◆ **Activity**:
All lines that hold the string "Build" should be copied. Find them in the listing below.

◆ **Supplied entries**:
BEGIN

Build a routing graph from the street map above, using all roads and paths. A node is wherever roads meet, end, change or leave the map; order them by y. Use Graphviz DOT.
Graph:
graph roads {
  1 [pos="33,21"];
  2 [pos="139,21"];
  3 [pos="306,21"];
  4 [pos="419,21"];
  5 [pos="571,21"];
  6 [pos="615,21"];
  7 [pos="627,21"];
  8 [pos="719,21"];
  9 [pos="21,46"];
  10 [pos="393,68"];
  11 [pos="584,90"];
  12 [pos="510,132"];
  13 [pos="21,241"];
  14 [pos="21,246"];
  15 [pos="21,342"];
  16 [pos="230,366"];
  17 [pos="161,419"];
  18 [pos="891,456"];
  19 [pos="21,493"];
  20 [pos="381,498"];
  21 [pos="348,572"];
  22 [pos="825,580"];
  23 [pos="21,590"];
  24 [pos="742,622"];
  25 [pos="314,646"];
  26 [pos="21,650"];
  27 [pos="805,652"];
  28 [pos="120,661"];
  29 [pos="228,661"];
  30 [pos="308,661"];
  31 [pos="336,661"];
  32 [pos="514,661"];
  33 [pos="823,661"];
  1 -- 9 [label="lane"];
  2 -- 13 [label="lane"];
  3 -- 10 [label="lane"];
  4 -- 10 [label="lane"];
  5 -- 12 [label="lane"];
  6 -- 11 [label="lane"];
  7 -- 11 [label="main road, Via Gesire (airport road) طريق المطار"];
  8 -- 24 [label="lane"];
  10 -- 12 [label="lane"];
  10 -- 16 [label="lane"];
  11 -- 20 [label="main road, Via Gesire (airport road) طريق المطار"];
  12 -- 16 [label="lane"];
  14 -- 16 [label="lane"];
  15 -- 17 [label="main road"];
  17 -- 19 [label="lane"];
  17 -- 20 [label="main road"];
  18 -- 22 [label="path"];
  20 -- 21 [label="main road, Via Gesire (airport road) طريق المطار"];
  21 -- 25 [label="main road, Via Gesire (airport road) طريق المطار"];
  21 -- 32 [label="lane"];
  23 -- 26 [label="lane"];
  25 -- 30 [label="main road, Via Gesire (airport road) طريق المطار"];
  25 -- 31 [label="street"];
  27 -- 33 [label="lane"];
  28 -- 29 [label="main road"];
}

END
BEGIN

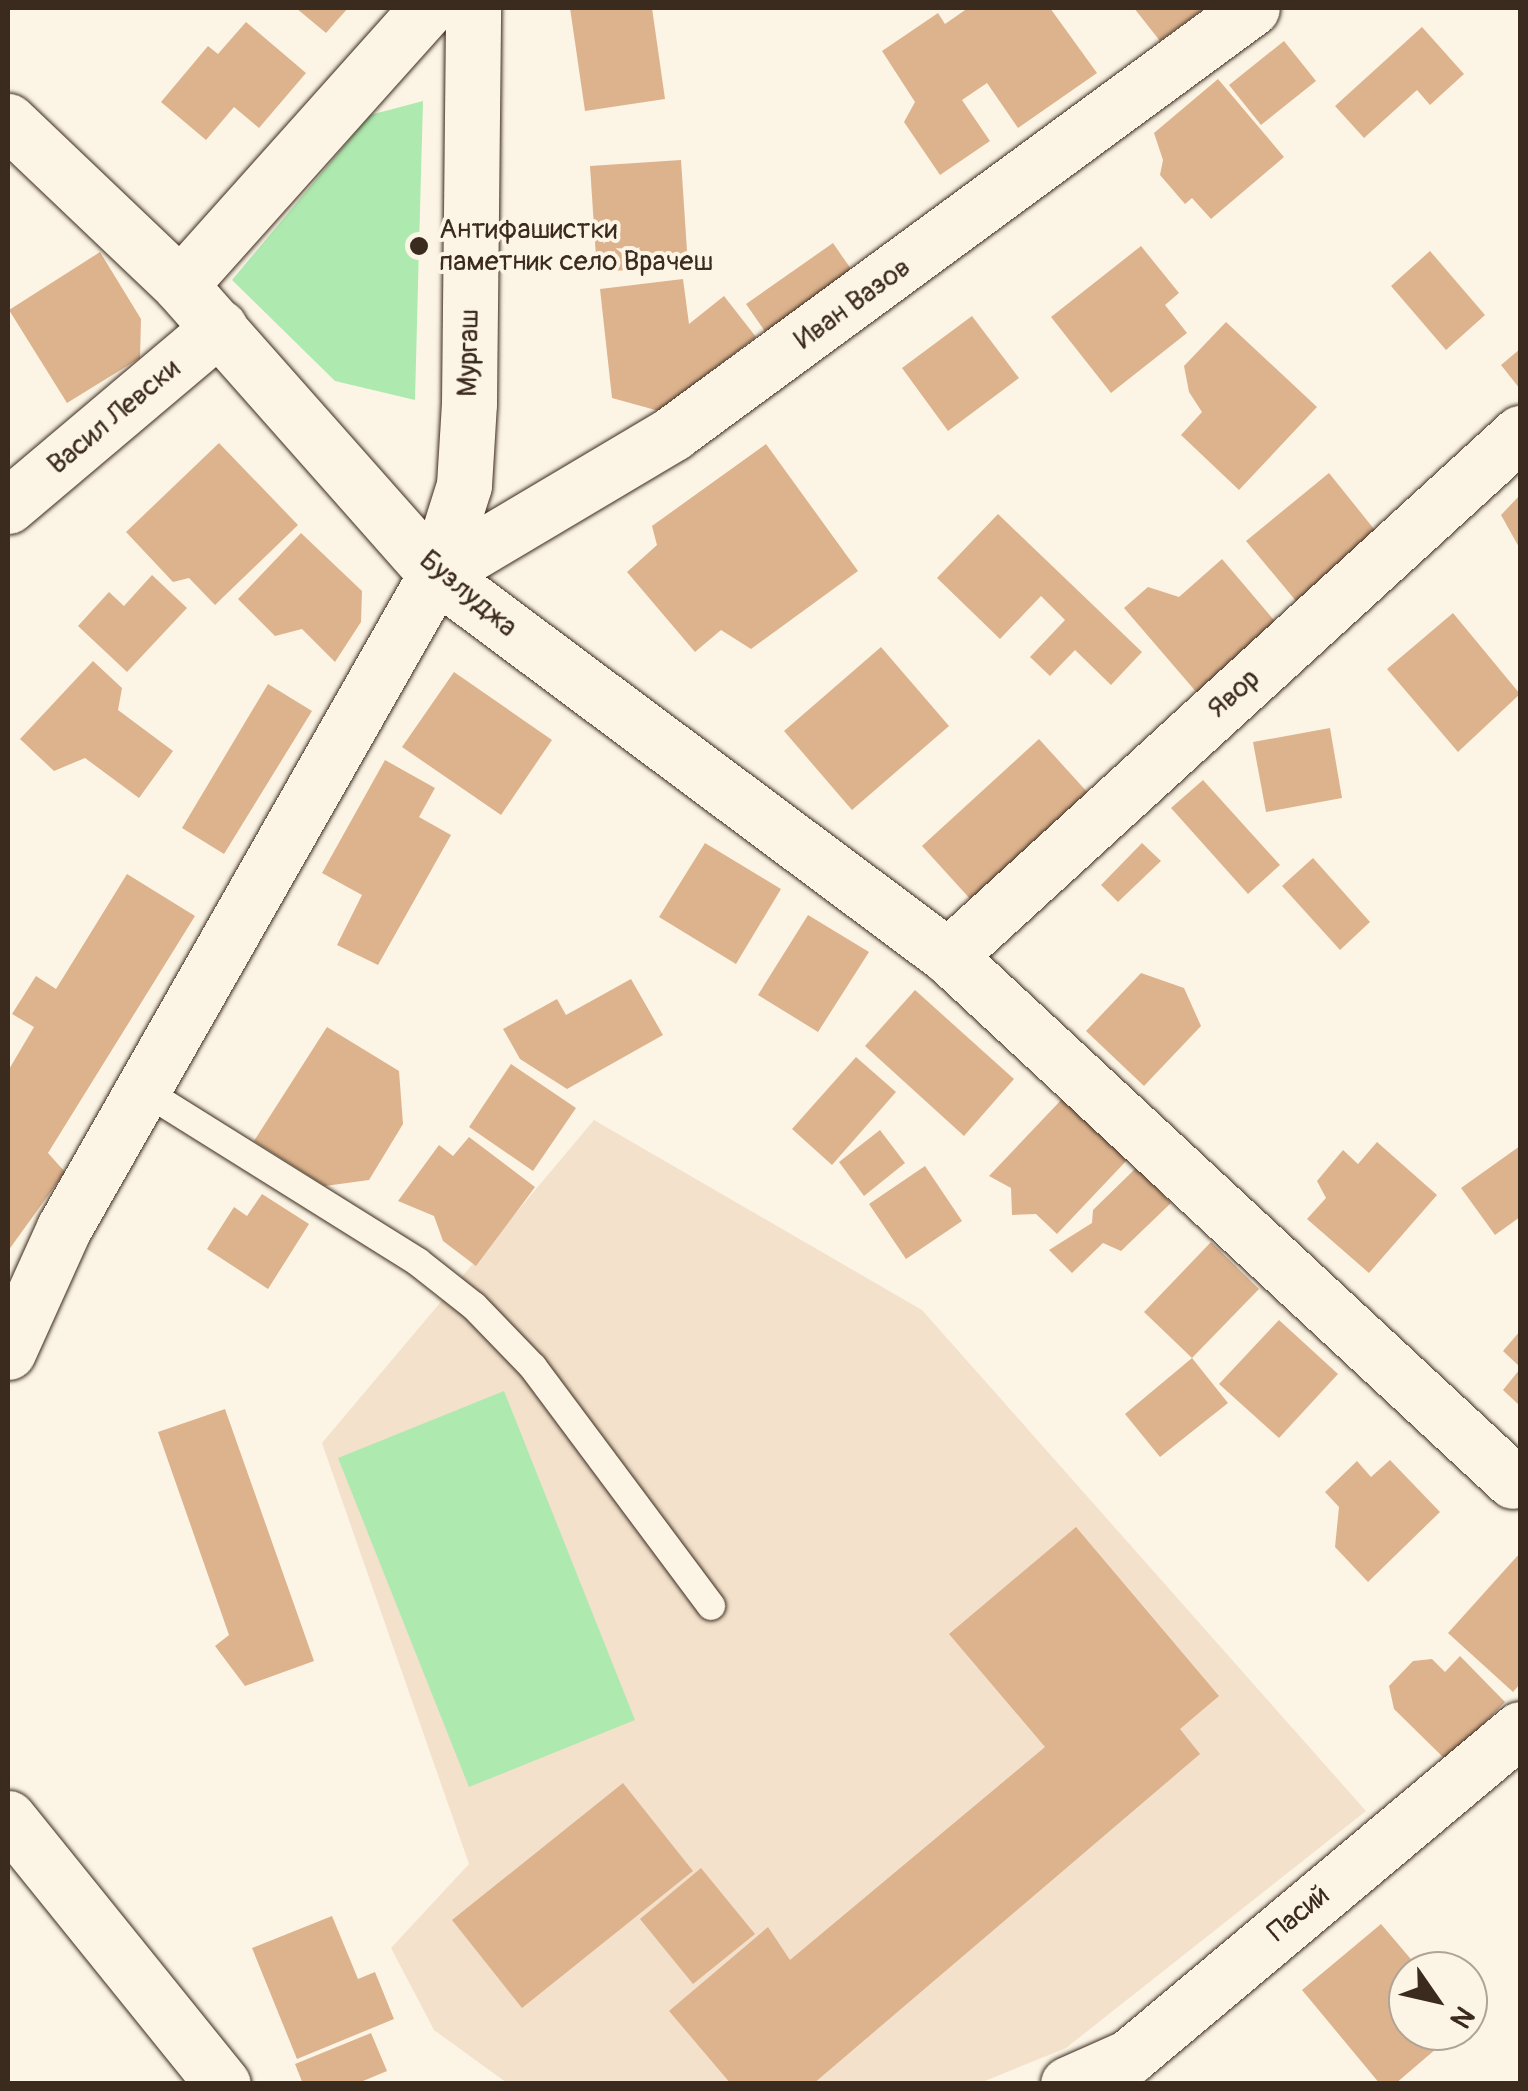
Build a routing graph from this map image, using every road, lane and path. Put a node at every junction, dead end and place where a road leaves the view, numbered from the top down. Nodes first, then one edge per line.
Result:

END

◆ **Written answer**:
Build a routing graph from the street map above, using all roads and paths. A node is wherever roads meet, end, change or leave the map; order them by y. Use Graphviz DOT.
Build a routing graph from this map image, using every road, lane and path. Put a node at every junction, dead end and place where a road leaves the view, numbered from the top down. Nodes first, then one edge per line.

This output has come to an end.